If you place it on the read model, then you can easy access to your read DB to answer fast search queries, but then you have to couple somehow the logic to process commands, being the read model the responsible of send the commands to the write model and notify if it is unable to do so.
If you place it on the write model, then you have it easy to place commands, but then you need access to your read model and read DB if you want to answer search queries through the WebSocket.
By considering WebSockets part of your read model and leaving command processing to the REST interface, you keep your loose coupling between your read model and your write model.
First, here's my original question that spawned all of this.
I'm using Appcelerator Titanium to develop an iPhone app (eventually Android too). I'm connecting to CouchDB's port directly by using Titanium's Titanium.Network.TCPSocket object. I believe it utilizes the Apple SDK's CFSocket/NSStream class.
Once connected, I simply write:
'GET /mydb/_changes?filter=app/myfilter&feed=continuous&gameid=4&heartbeat=30000 HTTP/1.1\r\n\r\n'
directly to the socket. It keeps it open "forever" and returns JSON data whenever the db is updated and matches the filter and change request. Cool.
I'm wondering, is it ok to connect directly to CouchDB's socket like this, or would I be better off opening the socket to node.js instead, and maybe using this CouchDB node.js module to handle the CouchDB proxy through node.js?
My main concern is performance. I just don't have enough experience with CouchDB to know if hitting its socket and passing faux HTTP requests directly is good practice or not. Looking for experience and opinions on any ramifications or alternate suggestions.
It's me again. :-)
CouchDB inherits super concurrency handling from Erlang, the language it was written in. Erlang uses lightweight processes and message passing between those processes to achieve excellent performance under high concurrent load. It will take advantage of all cpu cores, too.
Nodejs runs a single process and basically only does one thing at a time within that process. Its event-based, non-blocking IO approach does allow it to multitask while it waits for chunks of IO but it still only does one thing at a time.
Both should easily handle tens of thousands of connections, but I would expect CouchDB to handle concurrency better (and with less effort on your part) than Node. And keep in mind that Node adds some latency if you put it in front of CouchDB. That may only be noticeable if you have them on different machines, though.
Writing directly to Couch via TCPSocket is a-ok as long as your write a well-formed HTTP request that follows the spec. (You're not passing a faux request...that's a real HTTP request you're sending just like any other.)
Note: HTTP 1.1 does require you to include a Host header in the request, so you'll need to correct your code to reflect that OR just use HTTP 1.0 which doesn't require it to keep things simple. (I'm curious why you're not using Titanium.Network.HTTPClient.
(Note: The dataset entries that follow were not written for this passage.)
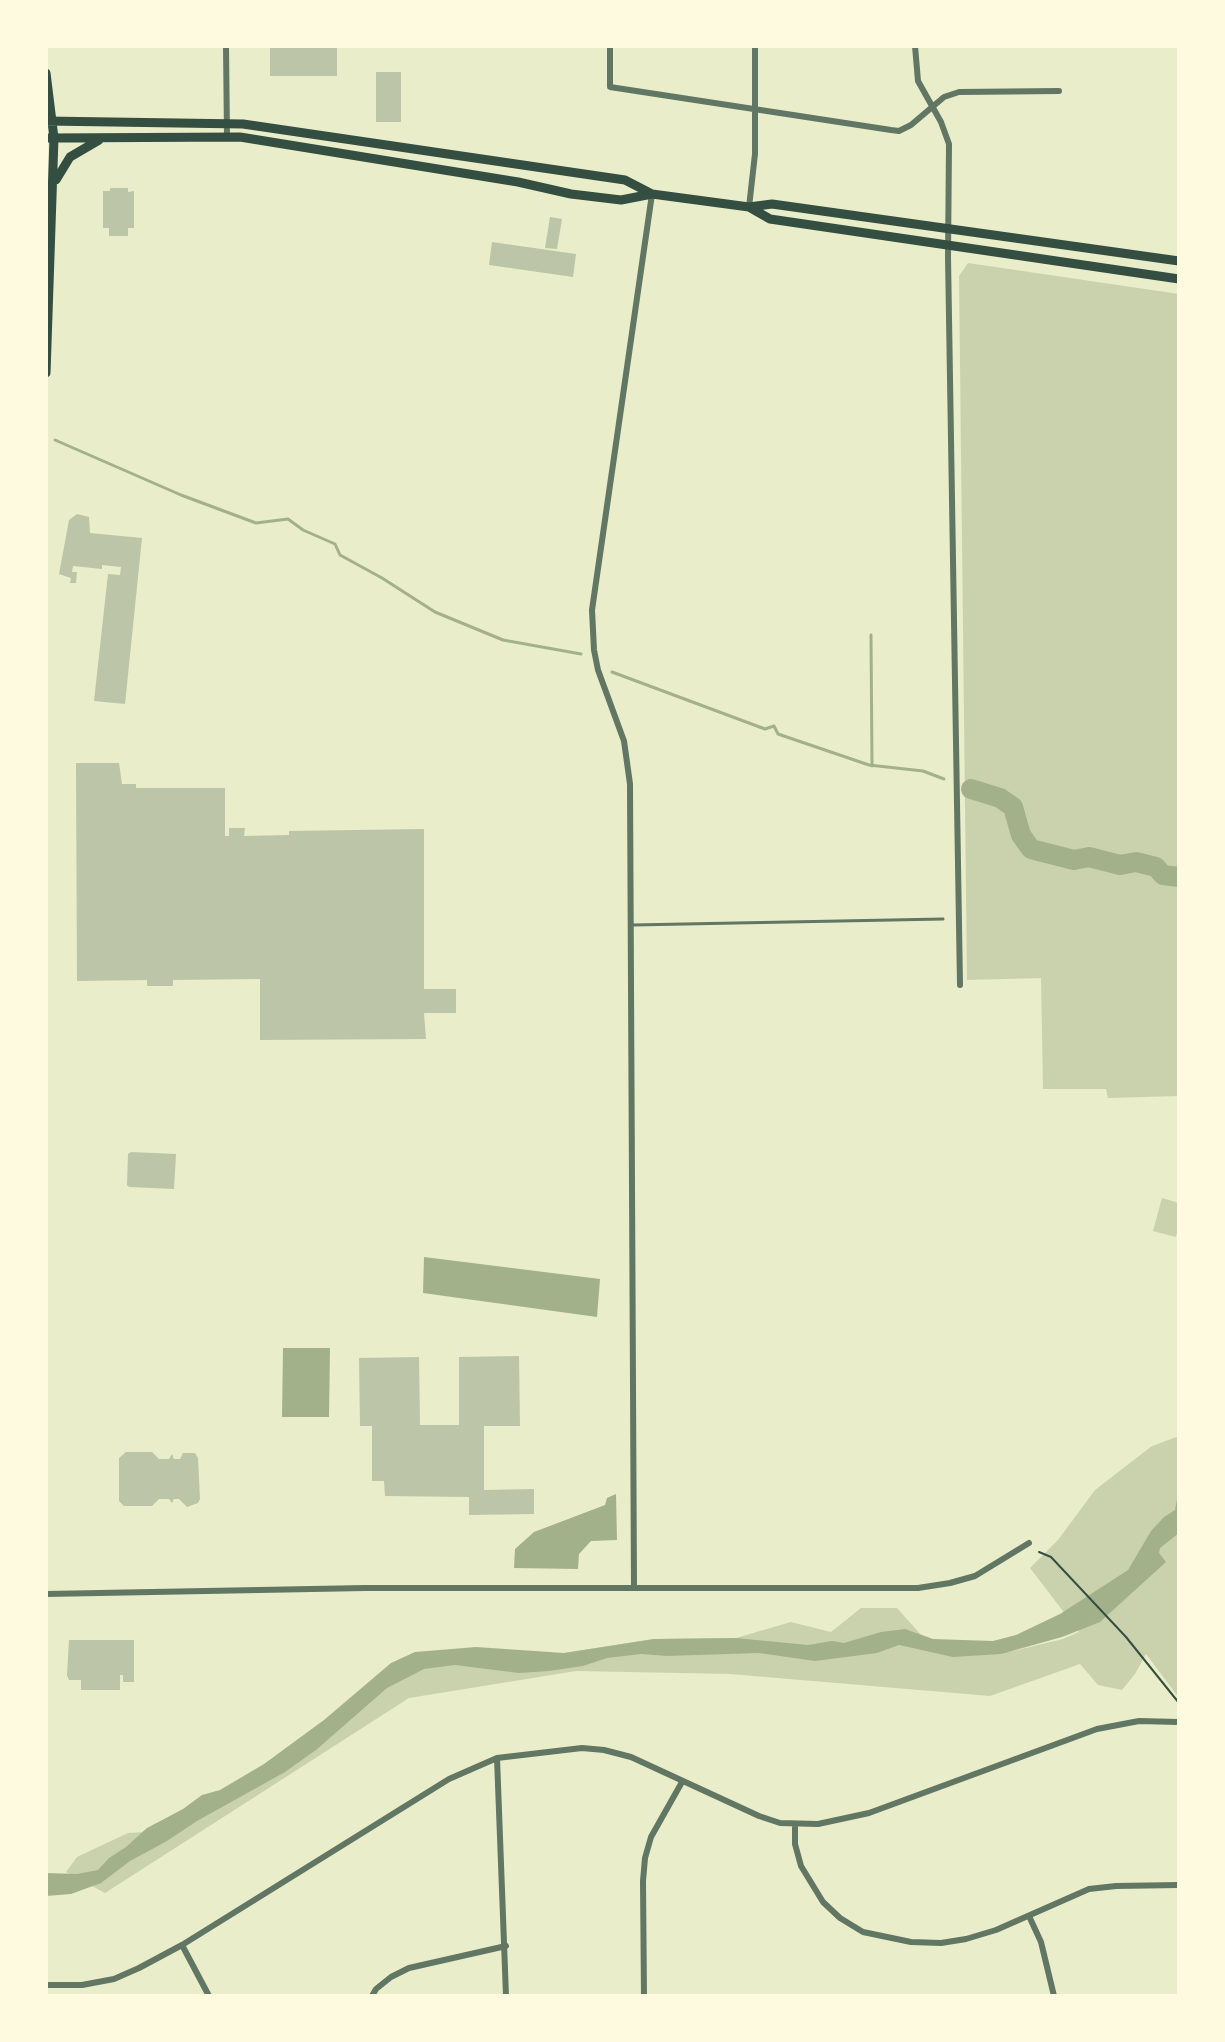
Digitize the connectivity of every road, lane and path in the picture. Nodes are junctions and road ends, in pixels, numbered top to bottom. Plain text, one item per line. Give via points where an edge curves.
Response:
1 (226, 46) edge
2 (610, 46) edge
3 (755, 46) edge
4 (915, 46) edge
5 (46, 73) edge
6 (1059, 91) dead end
7 (931, 106) junction
8 (755, 110) junction
9 (49, 121) edge
10 (228, 123) junction
11 (227, 137) junction
12 (50, 138) edge
13 (102, 139) junction
14 (53, 187) junction
15 (652, 194) junction
16 (46, 206) edge
17 (749, 207) junction
18 (51, 217) junction
19 (949, 230) junction
20 (948, 245) junction
21 (1179, 261) edge
22 (1179, 279) edge
23 (46, 373) edge
24 (943, 919) dead end
25 (629, 925) junction
26 (960, 985) dead end
27 (1029, 1543) dead end
28 (1039, 1552) dead end
29 (634, 1587) junction
30 (46, 1594) edge
31 (1179, 1703) edge
32 (1179, 1722) edge
33 (497, 1758) junction
34 (682, 1782) junction
35 (795, 1824) junction
36 (1179, 1885) edge
37 (1029, 1916) junction
38 (182, 1945) junction
39 (506, 1946) junction
40 (46, 1985) edge
41 (209, 1996) edge
42 (372, 1996) edge
43 (506, 1996) edge
44 (644, 1996) edge
45 (1054, 1996) edge

1 - 10 street
2 - 8 street via 610,87
3 - 8 street
4 - 7 street via 918,81
5 - 9 main road
6 - 7 street via 959,92
7 - 8 street via 899,131
7 - 19 street via 949,144
8 - 17 street
9 - 10 main road
9 - 12 main road
10 - 11 street
10 - 15 main road via 625,180
11 - 13 main road
11 - 15 main road via 571,194 621,200
12 - 13 main road
12 - 14 main road
13 - 14 main road via 70,157
14 - 18 main road
15 - 17 main road
15 - 25 street via 592,610 598,670 628,760
16 - 18 main road
17 - 19 main road via 772,204
17 - 20 main road via 770,219
18 - 23 main road
19 - 20 street
19 - 21 main road
20 - 22 main road
20 - 26 street
24 - 25 lane
25 - 29 street
27 - 29 street via 975,1576 918,1588
28 - 31 path via 1064,1570
29 - 30 street
32 - 35 street via 1139,1721 1097,1729 869,1813
33 - 34 street via 604,1750
33 - 38 street via 449,1779
33 - 39 street
34 - 35 street via 759,1816
34 - 44 street via 645,1858
35 - 37 street via 795,1844 811,1886 840,1918 863,1932 941,1943
36 - 37 street via 1089,1889
37 - 45 street
38 - 40 street via 114,1979
38 - 41 street
39 - 42 street via 409,1968
39 - 43 street

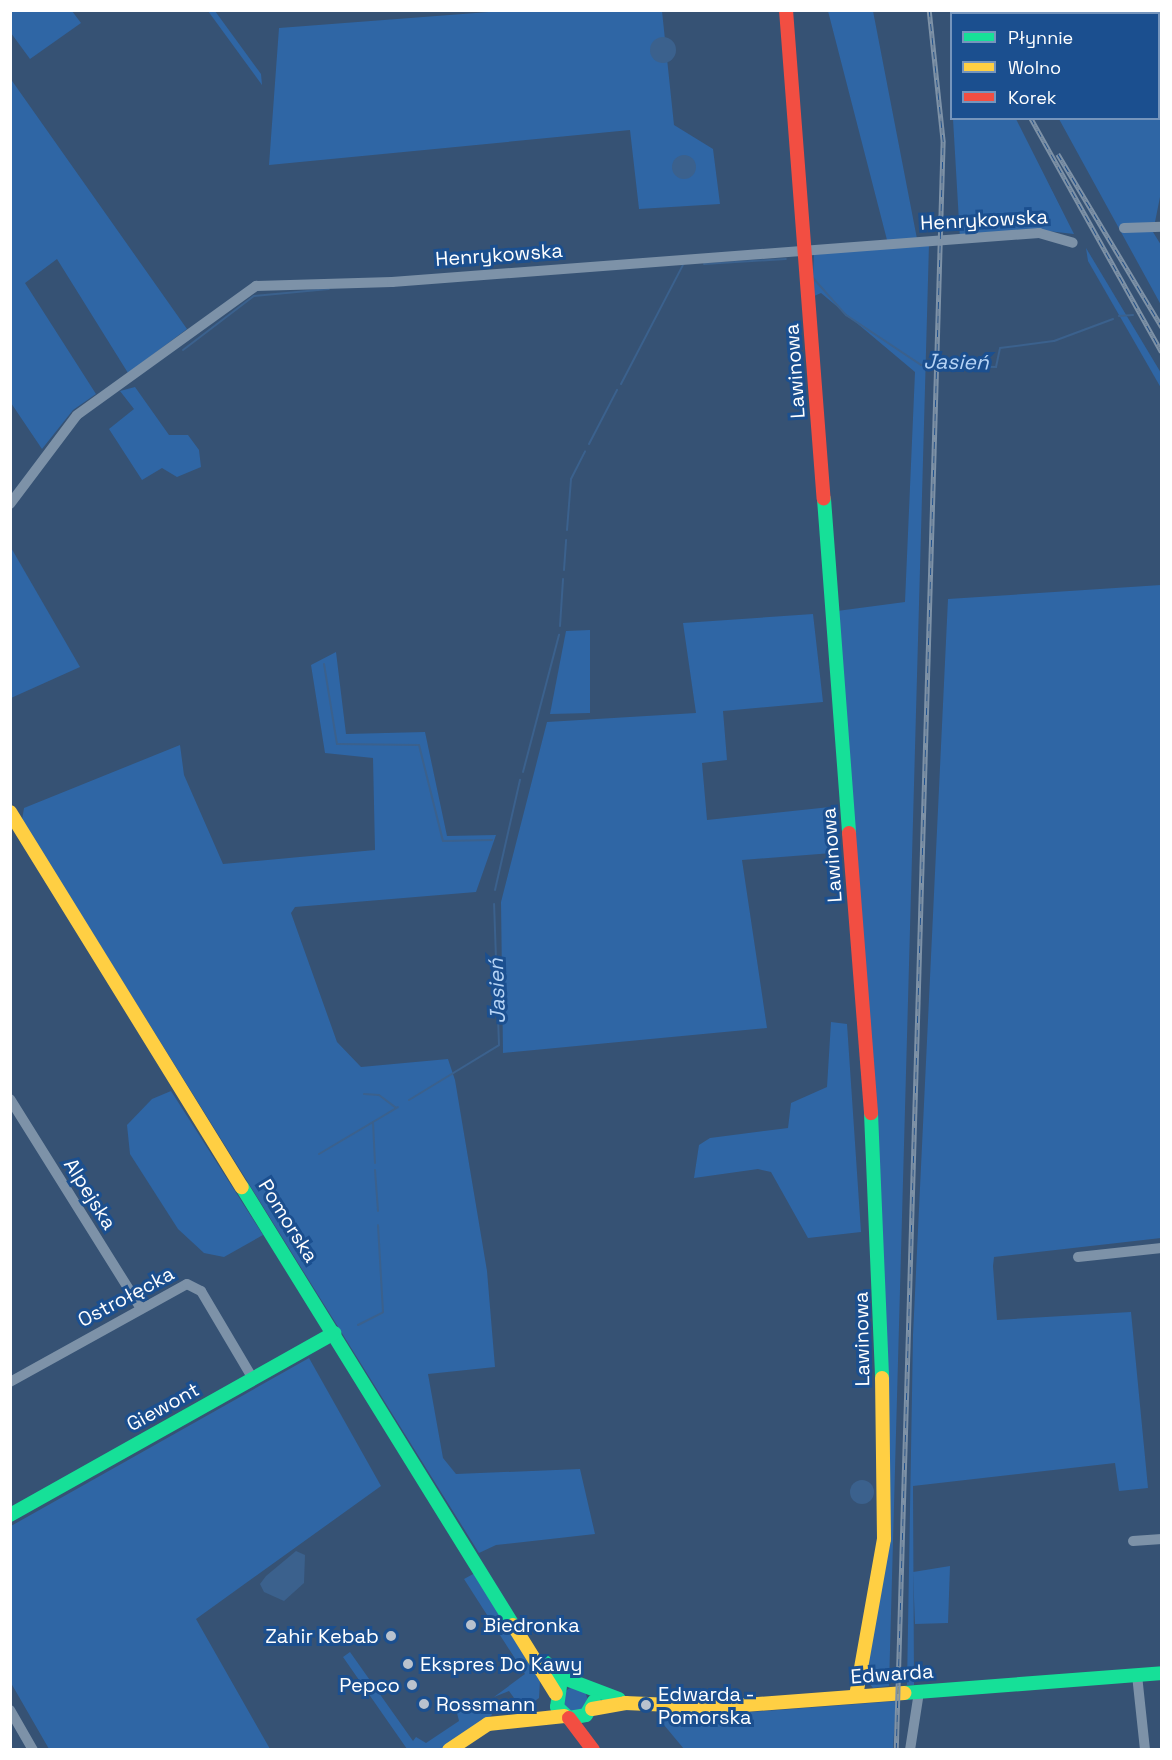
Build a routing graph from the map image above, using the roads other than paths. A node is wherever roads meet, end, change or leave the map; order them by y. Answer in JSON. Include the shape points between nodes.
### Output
{"nodes":[{"id":1,"x":786,"y":10,"type":"edge"},
{"id":2,"x":1161,"y":227,"type":"edge"},
{"id":3,"x":1124,"y":228,"type":"dead end"},
{"id":4,"x":1073,"y":243,"type":"dead end"},
{"id":5,"x":805,"y":249,"type":"junction"},
{"id":6,"x":10,"y":504,"type":"edge"},
{"id":7,"x":10,"y":812,"type":"edge"},
{"id":8,"x":10,"y":1099,"type":"edge"},
{"id":9,"x":1161,"y":1248,"type":"edge"},
{"id":10,"x":1078,"y":1257,"type":"dead end"},
{"id":11,"x":140,"y":1307,"type":"junction"},
{"id":12,"x":334,"y":1333,"type":"junction"},
{"id":13,"x":253,"y":1379,"type":"junction"},
{"id":14,"x":10,"y":1382,"type":"edge"},
{"id":15,"x":10,"y":1515,"type":"edge"},
{"id":16,"x":1161,"y":1539,"type":"edge"},
{"id":17,"x":1133,"y":1541,"type":"dead end"},
{"id":18,"x":533,"y":1651,"type":"junction"},
{"id":19,"x":1161,"y":1673,"type":"edge"},
{"id":20,"x":1137,"y":1675,"type":"junction"},
{"id":21,"x":571,"y":1680,"type":"junction"},
{"id":22,"x":591,"y":1688,"type":"junction"},
{"id":23,"x":919,"y":1692,"type":"junction"},
{"id":24,"x":555,"y":1696,"type":"junction"},
{"id":25,"x":856,"y":1696,"type":"junction"},
{"id":26,"x":626,"y":1703,"type":"junction"},
{"id":27,"x":10,"y":1710,"type":"edge"},
{"id":28,"x":591,"y":1710,"type":"junction"},
{"id":29,"x":526,"y":1717,"type":"junction"},
{"id":30,"x":567,"y":1717,"type":"junction"},
{"id":31,"x":33,"y":1749,"type":"edge"},
{"id":32,"x":449,"y":1749,"type":"edge"},
{"id":33,"x":595,"y":1749,"type":"edge"},
{"id":34,"x":910,"y":1749,"type":"edge"},
{"id":35,"x":1145,"y":1749,"type":"edge"}],
"edges":[{"from":1,"to":5,"type":"street","name":"Lawinowa"},
{"from":2,"to":3,"type":"street"},
{"from":4,"to":5,"type":"street","name":"Henrykowska","via":[[1039,233]]},
{"from":5,"to":6,"type":"street","name":"Henrykowska","via":[[392,282],[256,286],[77,415]]},
{"from":5,"to":25,"type":"street","name":"Lawinowa","via":[[880,1233],[884,1539]]},
{"from":7,"to":12,"type":"street","name":"Pomorska"},
{"from":8,"to":11,"type":"street","name":"Alpejska"},
{"from":9,"to":10,"type":"street"},
{"from":11,"to":13,"type":"street","name":"Ostrołęcka","via":[[187,1284],[198,1287]]},
{"from":11,"to":14,"type":"street","name":"Ostrołęcka"},
{"from":12,"to":13,"type":"street","name":"Giewont"},
{"from":12,"to":18,"type":"street","name":"Pomorska"},
{"from":13,"to":15,"type":"street","name":"Giewont"},
{"from":16,"to":17,"type":"street"},
{"from":18,"to":21,"type":"street","name":"Pomorska","via":[[561,1677]]},
{"from":18,"to":24,"type":"street","name":"Pomorska"},
{"from":19,"to":20,"type":"street","name":"Edwarda"},
{"from":20,"to":23,"type":"street","name":"Edwarda"},
{"from":20,"to":35,"type":"street"},
{"from":21,"to":22,"type":"street"},
{"from":21,"to":24,"type":"street"},
{"from":22,"to":26,"type":"street","name":"Edwarda"},
{"from":22,"to":28,"type":"street"},
{"from":23,"to":25,"type":"street","name":"Edwarda"},
{"from":23,"to":34,"type":"street"},
{"from":24,"to":29,"type":"street"},
{"from":24,"to":30,"type":"street"},
{"from":25,"to":26,"type":"street","name":"Edwarda","via":[[718,1707]]},
{"from":26,"to":28,"type":"street","name":"Edwarda"},
{"from":27,"to":31,"type":"street"},
{"from":28,"to":30,"type":"street"},
{"from":28,"to":33,"type":"street"},
{"from":29,"to":30,"type":"street"},
{"from":29,"to":32,"type":"street","via":[[481,1726]]},
{"from":30,"to":33,"type":"street"}]}
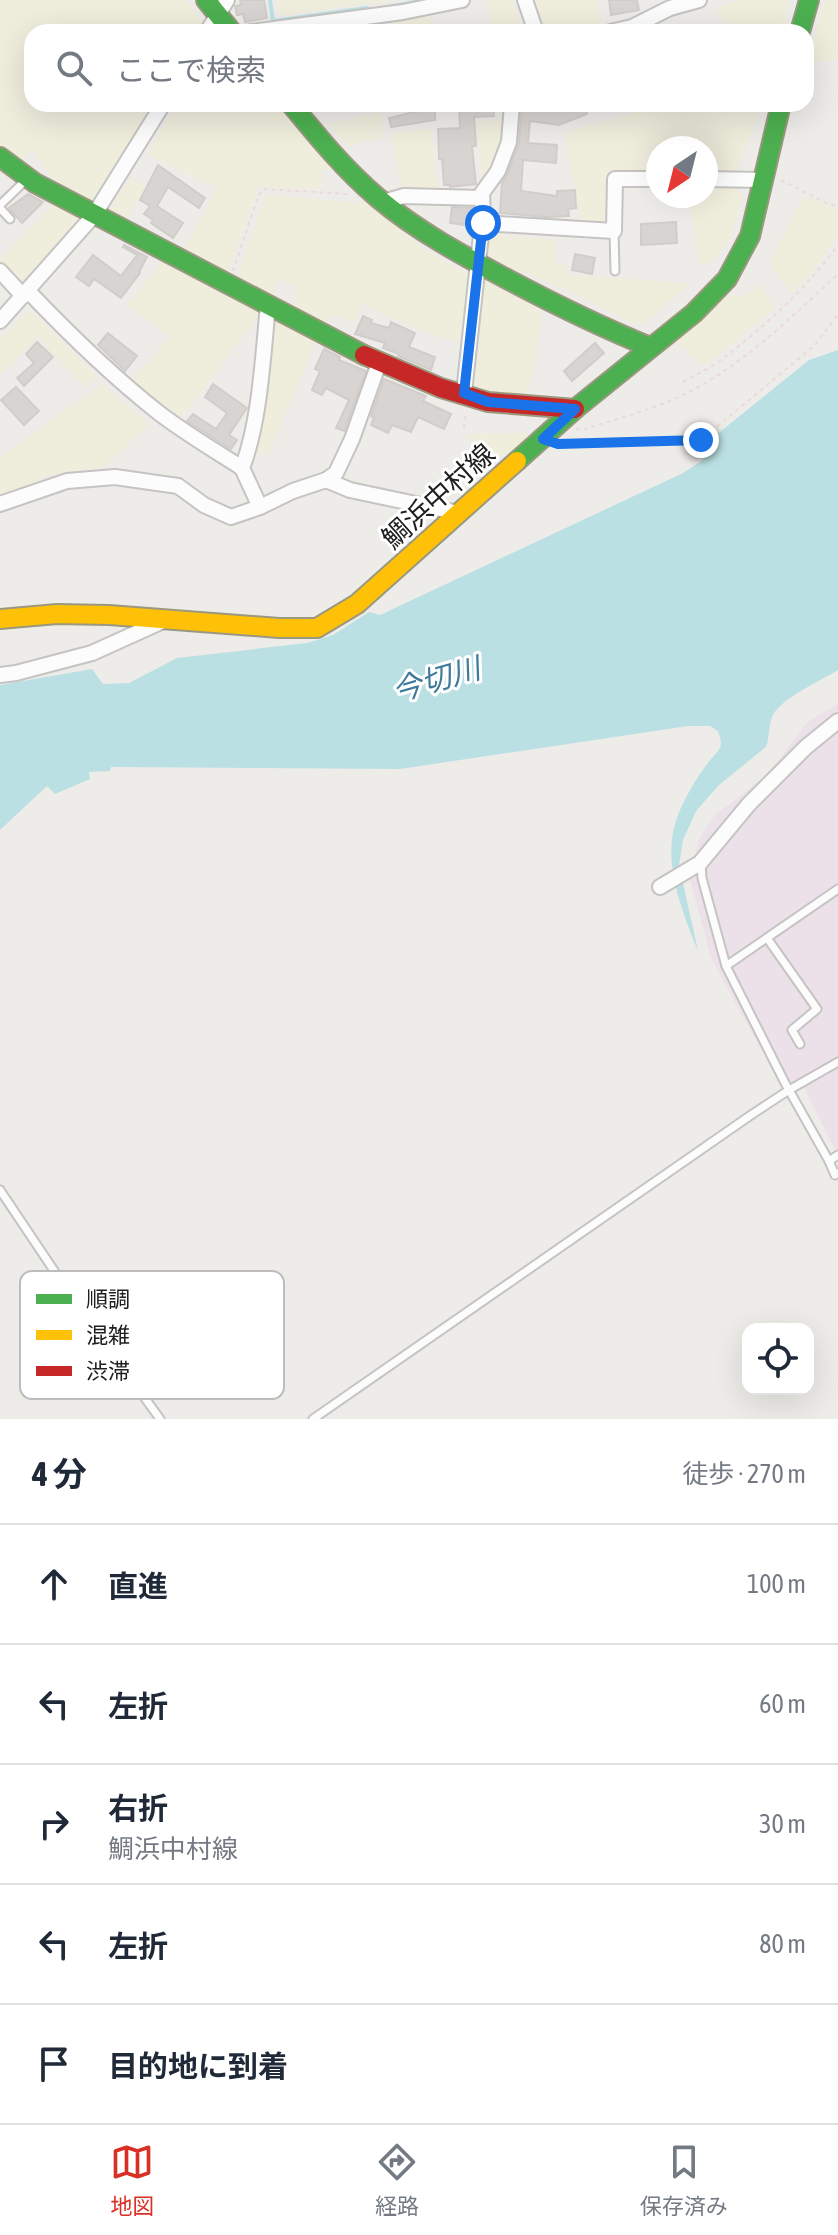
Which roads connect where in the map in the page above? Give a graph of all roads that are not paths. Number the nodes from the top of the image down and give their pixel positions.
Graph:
1 (462, 0) edge
2 (525, 0) edge
3 (699, 0) edge
4 (214, 4) edge
5 (209, 24) edge
6 (227, 24) edge
7 (354, 24) edge
8 (533, 24) edge
9 (638, 24) edge
10 (158, 112) edge
11 (298, 112) edge
12 (511, 112) edge
13 (779, 112) edge
14 (0, 157) edge
15 (764, 176) junction
16 (28, 178) junction
17 (718, 178) edge
18 (646, 179) edge
19 (482, 198) junction
20 (383, 202) junction
21 (0, 207) edge
22 (94, 215) junction
23 (10, 219) dead end
24 (483, 223) junction
25 (614, 231) junction
26 (479, 264) junction
27 (0, 271) edge
28 (615, 271) dead end
29 (25, 294) junction
30 (268, 305) junction
31 (0, 321) edge
32 (650, 347) junction
33 (379, 363) junction
34 (464, 393) junction
35 (575, 409) junction
36 (242, 468) junction
37 (326, 480) junction
38 (0, 504) edge
39 (260, 507) junction
40 (459, 513) junction
41 (0, 619) edge
42 (166, 620) junction
43 (0, 675) edge
44 (838, 721) edge
45 (700, 863) junction
46 (660, 887) dead end
47 (838, 889) edge
48 (767, 938) junction
49 (726, 966) junction
50 (800, 1044) dead end
51 (838, 1062) edge
52 (789, 1090) junction
53 (838, 1155) edge
54 (829, 1161) junction
55 (838, 1173) edge
56 (0, 1190) edge
57 (54, 1271) edge
58 (146, 1399) edge
59 (160, 1419) edge
60 (313, 1419) edge

1 - 7 street
2 - 8 street
3 - 9 street
4 - 5 street
4 - 6 street
10 - 22 street
11 - 20 street
12 - 19 street
13 - 15 street, 鯛浜中村線
14 - 16 street
15 - 17 street
15 - 32 street, 鯛浜中村線
16 - 21 lane
16 - 22 street
18 - 25 street
19 - 20 street
19 - 24 street
20 - 26 street
21 - 23 lane
22 - 29 street
22 - 30 street
24 - 25 street
24 - 26 street
25 - 28 lane
26 - 32 street
26 - 34 street
27 - 29 street
29 - 31 street
29 - 36 street
30 - 33 street
30 - 36 street
32 - 35 street, 鯛浜中村線
33 - 34 street
33 - 37 street
34 - 35 street
35 - 40 street, 鯛浜中村線
36 - 39 street
37 - 39 street
37 - 40 street
38 - 39 street
40 - 42 street, 鯛浜中村線
41 - 42 street, 鯛浜中村線
42 - 43 street
44 - 45 street
45 - 46 street
45 - 49 lane
47 - 48 lane
48 - 49 lane
48 - 50 lane
49 - 52 lane
51 - 52 lane
52 - 54 lane
52 - 60 lane
53 - 54 lane
54 - 55 lane
56 - 57 lane
58 - 59 lane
Does it only give you the request body after the request finishes or something?)
Anyway, CouchDB can totally handle direct connections and--unless you put a lot of effort into your Node proxy--it's probably going to give users a better experience when you have 100k of them playing the game at once.
EDIT: If you use Node write an actual HTTP proxy. That will run a lot faster than using the module you provided and be simpler to implement. (Rather than defining your own API that then makes requests to Couch you can just pass certain requests on to CouchDB and block others, say, for security reasons.